#### About this task
Line by line, count where the string "MONUMENT" appears in the listing, then give the number of such lines alone.

+===+

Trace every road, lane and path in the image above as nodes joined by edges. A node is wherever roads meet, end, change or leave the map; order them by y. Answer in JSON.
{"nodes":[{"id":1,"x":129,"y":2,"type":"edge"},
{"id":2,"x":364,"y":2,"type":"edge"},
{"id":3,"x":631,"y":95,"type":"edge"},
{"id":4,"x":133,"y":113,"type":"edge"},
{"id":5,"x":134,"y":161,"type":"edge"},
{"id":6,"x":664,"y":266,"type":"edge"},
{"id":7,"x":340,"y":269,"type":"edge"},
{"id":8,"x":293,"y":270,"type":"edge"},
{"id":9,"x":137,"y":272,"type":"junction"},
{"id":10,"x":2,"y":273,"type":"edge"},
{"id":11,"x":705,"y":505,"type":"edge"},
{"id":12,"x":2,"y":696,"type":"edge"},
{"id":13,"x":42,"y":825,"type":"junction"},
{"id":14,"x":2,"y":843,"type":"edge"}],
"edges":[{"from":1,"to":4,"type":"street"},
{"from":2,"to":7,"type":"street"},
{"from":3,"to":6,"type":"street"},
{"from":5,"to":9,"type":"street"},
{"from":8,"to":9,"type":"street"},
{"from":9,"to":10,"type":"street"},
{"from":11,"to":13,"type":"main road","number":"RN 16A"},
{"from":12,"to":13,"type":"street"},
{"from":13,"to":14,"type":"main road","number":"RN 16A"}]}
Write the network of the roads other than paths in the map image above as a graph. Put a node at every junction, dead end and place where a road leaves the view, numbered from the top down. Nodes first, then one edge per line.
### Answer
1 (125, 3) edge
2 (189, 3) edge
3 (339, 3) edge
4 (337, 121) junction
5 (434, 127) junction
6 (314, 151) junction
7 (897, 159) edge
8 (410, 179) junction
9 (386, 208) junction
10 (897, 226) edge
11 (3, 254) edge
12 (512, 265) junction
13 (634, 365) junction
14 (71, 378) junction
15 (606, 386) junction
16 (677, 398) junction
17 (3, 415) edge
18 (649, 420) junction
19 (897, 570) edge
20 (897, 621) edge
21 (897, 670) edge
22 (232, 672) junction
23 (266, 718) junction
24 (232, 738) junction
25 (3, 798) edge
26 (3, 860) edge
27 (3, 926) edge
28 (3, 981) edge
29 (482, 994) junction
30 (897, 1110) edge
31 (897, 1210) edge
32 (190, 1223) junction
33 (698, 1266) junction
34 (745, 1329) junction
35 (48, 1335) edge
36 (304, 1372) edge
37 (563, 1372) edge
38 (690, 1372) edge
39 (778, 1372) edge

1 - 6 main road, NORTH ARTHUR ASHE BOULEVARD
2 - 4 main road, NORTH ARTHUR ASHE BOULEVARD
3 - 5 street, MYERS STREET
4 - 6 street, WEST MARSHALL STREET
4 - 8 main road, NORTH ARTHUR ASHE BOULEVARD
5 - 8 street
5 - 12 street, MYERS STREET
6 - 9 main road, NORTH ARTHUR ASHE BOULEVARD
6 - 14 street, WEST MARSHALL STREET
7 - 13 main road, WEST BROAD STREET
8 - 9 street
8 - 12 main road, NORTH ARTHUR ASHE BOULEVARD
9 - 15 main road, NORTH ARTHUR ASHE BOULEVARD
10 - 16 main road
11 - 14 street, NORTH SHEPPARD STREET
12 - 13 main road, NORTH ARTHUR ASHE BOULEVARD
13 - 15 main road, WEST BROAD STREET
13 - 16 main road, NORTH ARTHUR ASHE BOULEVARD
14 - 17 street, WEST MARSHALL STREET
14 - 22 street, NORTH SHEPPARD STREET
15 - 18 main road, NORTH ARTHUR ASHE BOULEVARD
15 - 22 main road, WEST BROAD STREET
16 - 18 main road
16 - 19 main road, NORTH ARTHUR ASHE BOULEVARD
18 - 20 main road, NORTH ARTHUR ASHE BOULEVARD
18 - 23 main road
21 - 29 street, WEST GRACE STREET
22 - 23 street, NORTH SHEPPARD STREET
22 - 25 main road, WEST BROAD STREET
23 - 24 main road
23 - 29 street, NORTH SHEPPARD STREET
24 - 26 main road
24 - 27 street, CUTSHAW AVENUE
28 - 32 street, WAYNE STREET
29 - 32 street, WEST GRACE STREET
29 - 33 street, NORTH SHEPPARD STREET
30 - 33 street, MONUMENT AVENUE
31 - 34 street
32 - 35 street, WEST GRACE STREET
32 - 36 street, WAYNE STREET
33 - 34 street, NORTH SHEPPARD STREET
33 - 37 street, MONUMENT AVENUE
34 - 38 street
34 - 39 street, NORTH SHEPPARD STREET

+===+

#### Answer to the exercise
2